*TASK DESCRIPTION:*
Transcribe all the entries that follow, leaving nothing out.

*RECORD EXCERPTS:*
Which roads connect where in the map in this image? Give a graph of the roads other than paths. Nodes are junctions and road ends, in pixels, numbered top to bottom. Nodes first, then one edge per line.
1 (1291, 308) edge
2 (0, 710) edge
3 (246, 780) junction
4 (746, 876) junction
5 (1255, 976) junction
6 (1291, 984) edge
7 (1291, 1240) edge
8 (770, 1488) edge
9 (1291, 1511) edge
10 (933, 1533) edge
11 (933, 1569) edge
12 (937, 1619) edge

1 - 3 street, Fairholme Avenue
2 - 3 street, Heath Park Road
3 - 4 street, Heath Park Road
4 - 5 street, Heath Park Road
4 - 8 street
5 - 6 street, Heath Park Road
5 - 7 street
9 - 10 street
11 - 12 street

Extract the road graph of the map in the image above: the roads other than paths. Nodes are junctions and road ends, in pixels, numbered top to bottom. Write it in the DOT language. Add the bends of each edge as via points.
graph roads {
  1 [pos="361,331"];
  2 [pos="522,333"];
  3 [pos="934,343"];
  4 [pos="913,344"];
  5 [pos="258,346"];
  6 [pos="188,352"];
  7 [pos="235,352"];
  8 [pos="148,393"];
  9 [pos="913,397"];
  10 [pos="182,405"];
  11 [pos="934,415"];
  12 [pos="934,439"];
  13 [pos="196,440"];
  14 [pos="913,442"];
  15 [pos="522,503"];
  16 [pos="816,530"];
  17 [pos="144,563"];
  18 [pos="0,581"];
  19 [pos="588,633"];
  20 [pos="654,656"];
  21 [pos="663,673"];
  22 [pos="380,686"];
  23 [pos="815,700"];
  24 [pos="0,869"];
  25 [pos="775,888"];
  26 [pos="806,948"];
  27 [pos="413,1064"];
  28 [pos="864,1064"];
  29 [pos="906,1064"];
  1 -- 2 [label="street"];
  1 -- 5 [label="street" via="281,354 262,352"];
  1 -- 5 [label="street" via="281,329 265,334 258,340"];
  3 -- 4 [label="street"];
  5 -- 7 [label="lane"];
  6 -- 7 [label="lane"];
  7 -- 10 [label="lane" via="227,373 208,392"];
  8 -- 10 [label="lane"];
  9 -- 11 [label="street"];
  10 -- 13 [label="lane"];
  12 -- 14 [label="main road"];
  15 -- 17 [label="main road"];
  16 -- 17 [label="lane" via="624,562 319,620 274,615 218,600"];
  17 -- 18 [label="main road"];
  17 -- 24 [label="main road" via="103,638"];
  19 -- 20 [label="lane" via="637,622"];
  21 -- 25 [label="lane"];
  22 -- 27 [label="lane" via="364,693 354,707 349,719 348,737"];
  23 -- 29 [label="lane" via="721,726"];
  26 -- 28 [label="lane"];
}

*COMPLETED EXERCISE:*
Which roads connect where in the map in this image? Give a graph of the roads other than paths. Nodes are junctions and road ends, in pixels, numbered top to bottom. Nodes first, then one edge per line.
1 (1291, 308) edge
2 (0, 710) edge
3 (246, 780) junction
4 (746, 876) junction
5 (1255, 976) junction
6 (1291, 984) edge
7 (1291, 1240) edge
8 (770, 1488) edge
9 (1291, 1511) edge
10 (933, 1533) edge
11 (933, 1569) edge
12 (937, 1619) edge

1 - 3 street, Fairholme Avenue
2 - 3 street, Heath Park Road
3 - 4 street, Heath Park Road
4 - 5 street, Heath Park Road
4 - 8 street
5 - 6 street, Heath Park Road
5 - 7 street
9 - 10 street
11 - 12 street

Extract the road graph of the map in the image above: the roads other than paths. Nodes are junctions and road ends, in pixels, numbered top to bottom. Write it in the DOT language. Add the bends of each edge as via points.
graph roads {
  1 [pos="361,331"];
  2 [pos="522,333"];
  3 [pos="934,343"];
  4 [pos="913,344"];
  5 [pos="258,346"];
  6 [pos="188,352"];
  7 [pos="235,352"];
  8 [pos="148,393"];
  9 [pos="913,397"];
  10 [pos="182,405"];
  11 [pos="934,415"];
  12 [pos="934,439"];
  13 [pos="196,440"];
  14 [pos="913,442"];
  15 [pos="522,503"];
  16 [pos="816,530"];
  17 [pos="144,563"];
  18 [pos="0,581"];
  19 [pos="588,633"];
  20 [pos="654,656"];
  21 [pos="663,673"];
  22 [pos="380,686"];
  23 [pos="815,700"];
  24 [pos="0,869"];
  25 [pos="775,888"];
  26 [pos="806,948"];
  27 [pos="413,1064"];
  28 [pos="864,1064"];
  29 [pos="906,1064"];
  1 -- 2 [label="street"];
  1 -- 5 [label="street" via="281,354 262,352"];
  1 -- 5 [label="street" via="281,329 265,334 258,340"];
  3 -- 4 [label="street"];
  5 -- 7 [label="lane"];
  6 -- 7 [label="lane"];
  7 -- 10 [label="lane" via="227,373 208,392"];
  8 -- 10 [label="lane"];
  9 -- 11 [label="street"];
  10 -- 13 [label="lane"];
  12 -- 14 [label="main road"];
  15 -- 17 [label="main road"];
  16 -- 17 [label="lane" via="624,562 319,620 274,615 218,600"];
  17 -- 18 [label="main road"];
  17 -- 24 [label="main road" via="103,638"];
  19 -- 20 [label="lane" via="637,622"];
  21 -- 25 [label="lane"];
  22 -- 27 [label="lane" via="364,693 354,707 349,719 348,737"];
  23 -- 29 [label="lane" via="721,726"];
  26 -- 28 [label="lane"];
}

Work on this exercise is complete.